MiR-526b-3p enhances sensitivity of head and neck squamous cell carcinoma cells to radiotherapy via suppressing exosomal LAMP3-mediated autophagy.

Lysosomal associated membrane protein 3 (LAMP3) has been reported to be a tumour promoter in multiple cancer types by modulating tumour cell autophagy. However, the potential mechanism of LAMP3 in radio-resistance of head and neck squamous cell carcinoma (HNSCC) remains unknown. Therefore, our current study aims to detect the impacts of LAMP3 on the resistance of HNSCC cells to radiotherapy and meanwhile explore its functional mechanism.

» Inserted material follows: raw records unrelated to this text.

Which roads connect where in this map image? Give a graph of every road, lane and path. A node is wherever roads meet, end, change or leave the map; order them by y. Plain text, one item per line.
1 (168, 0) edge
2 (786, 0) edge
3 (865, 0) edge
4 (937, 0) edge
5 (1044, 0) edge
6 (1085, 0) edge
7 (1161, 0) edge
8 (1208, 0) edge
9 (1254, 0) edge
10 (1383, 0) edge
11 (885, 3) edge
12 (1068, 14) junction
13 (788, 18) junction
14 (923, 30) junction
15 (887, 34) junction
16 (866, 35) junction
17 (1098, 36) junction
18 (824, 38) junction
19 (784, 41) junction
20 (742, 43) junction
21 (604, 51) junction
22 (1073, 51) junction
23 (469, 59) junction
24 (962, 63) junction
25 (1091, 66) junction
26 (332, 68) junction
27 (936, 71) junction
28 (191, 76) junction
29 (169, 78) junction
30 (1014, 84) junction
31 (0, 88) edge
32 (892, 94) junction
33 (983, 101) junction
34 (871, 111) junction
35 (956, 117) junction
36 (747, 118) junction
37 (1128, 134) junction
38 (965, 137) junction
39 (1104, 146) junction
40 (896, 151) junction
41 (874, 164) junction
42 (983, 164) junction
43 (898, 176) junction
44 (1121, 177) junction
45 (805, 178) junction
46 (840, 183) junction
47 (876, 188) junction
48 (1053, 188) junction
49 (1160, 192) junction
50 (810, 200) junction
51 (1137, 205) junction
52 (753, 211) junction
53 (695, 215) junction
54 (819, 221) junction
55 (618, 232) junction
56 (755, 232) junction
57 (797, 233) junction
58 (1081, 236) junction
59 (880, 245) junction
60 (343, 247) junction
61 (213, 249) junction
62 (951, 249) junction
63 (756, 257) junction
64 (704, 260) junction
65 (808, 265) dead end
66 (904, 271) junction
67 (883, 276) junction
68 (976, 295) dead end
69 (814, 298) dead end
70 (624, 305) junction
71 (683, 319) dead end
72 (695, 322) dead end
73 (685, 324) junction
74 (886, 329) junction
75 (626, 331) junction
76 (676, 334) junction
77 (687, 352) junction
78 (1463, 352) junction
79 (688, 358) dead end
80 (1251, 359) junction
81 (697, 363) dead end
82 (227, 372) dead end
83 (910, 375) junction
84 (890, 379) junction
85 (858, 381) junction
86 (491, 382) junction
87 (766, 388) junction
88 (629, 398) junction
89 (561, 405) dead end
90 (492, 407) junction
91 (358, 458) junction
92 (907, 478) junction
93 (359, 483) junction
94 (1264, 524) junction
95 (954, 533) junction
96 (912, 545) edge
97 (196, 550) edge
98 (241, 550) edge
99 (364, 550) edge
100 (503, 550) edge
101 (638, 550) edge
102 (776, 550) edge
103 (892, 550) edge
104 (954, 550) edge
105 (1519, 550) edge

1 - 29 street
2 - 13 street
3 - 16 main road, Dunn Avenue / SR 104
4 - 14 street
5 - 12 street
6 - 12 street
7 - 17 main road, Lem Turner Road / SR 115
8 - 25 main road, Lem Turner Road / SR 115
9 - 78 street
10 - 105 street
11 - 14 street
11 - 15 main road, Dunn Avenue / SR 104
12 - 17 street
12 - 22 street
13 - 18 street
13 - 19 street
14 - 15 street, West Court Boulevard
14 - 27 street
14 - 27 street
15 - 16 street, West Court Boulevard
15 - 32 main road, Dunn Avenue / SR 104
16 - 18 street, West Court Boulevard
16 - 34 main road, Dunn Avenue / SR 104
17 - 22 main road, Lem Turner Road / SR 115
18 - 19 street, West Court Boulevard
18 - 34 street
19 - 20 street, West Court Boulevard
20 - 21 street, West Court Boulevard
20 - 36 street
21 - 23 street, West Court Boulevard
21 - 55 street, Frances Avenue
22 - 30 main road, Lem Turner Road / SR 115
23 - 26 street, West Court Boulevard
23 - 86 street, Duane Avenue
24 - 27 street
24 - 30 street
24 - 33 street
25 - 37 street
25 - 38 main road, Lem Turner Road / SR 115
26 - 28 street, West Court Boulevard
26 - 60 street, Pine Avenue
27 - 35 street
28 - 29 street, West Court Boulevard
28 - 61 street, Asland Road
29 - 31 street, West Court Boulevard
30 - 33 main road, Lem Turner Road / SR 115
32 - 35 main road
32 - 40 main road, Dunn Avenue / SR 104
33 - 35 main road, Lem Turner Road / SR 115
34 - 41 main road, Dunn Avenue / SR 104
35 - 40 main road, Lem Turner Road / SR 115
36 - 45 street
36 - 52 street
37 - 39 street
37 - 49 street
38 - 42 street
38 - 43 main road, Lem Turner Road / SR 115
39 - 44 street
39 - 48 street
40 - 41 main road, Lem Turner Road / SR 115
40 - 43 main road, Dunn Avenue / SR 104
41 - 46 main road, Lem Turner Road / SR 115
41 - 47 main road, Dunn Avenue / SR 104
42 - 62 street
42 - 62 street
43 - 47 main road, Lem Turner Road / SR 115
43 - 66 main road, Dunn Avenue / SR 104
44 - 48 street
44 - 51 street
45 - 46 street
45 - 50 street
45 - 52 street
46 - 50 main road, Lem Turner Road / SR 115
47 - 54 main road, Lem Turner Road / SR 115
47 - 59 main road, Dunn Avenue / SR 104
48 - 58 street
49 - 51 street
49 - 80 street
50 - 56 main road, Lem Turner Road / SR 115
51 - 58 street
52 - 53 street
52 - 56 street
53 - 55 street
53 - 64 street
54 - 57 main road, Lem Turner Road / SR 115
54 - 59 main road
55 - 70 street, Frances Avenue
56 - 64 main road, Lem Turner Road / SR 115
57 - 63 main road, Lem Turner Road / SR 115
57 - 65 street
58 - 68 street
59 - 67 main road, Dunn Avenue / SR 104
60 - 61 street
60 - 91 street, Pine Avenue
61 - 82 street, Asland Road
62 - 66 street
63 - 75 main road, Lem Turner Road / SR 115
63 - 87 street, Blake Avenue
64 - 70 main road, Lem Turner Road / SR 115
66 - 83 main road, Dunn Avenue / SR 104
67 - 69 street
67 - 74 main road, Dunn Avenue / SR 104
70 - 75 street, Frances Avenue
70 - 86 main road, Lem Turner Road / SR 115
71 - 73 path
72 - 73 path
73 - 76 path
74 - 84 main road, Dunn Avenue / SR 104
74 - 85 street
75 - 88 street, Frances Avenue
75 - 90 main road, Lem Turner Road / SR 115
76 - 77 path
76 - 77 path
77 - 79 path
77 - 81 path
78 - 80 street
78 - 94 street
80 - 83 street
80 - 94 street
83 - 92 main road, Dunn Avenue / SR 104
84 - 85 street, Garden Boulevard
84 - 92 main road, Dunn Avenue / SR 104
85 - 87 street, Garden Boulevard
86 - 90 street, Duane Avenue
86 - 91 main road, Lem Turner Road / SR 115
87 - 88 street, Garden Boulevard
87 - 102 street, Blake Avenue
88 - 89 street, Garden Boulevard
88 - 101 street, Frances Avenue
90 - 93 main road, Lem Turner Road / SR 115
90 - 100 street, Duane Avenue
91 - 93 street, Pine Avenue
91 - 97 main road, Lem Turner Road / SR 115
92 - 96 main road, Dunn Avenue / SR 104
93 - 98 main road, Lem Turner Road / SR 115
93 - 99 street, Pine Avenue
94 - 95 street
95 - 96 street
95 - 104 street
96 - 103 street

Through RT-Qpcr examination, LAMP3 expression was identified to be expressed at a significantly high level in irradiation-resistant HNSCC cell lines compared with irradiation-sensitive HNSCC cell lines. Functional assays including CCK-8, colony formation and Transwell assays demonstrated that LAMP3 enhanced the radio-resistance through inducing autophagy to promote HNSCC cell growth. Furthermore, irradiation-resistant HNSCC cells could transfer exosomal LAMP3 to elevate LAMP3 expression in irradiation-sensitive HNSCC cells. Mechanistically, microRNA (miRNA) miR-526b-3p could inhibit LAMP3 expression so as to strengthen sensitivity of HNSCC cells to radiotherapy. In a word, exosomal LAMP3 expression promoted radioresistance of HNSCC cells via inducing autophagy, while this effect could be suppressed by miR-526b-3p in a targeted manner.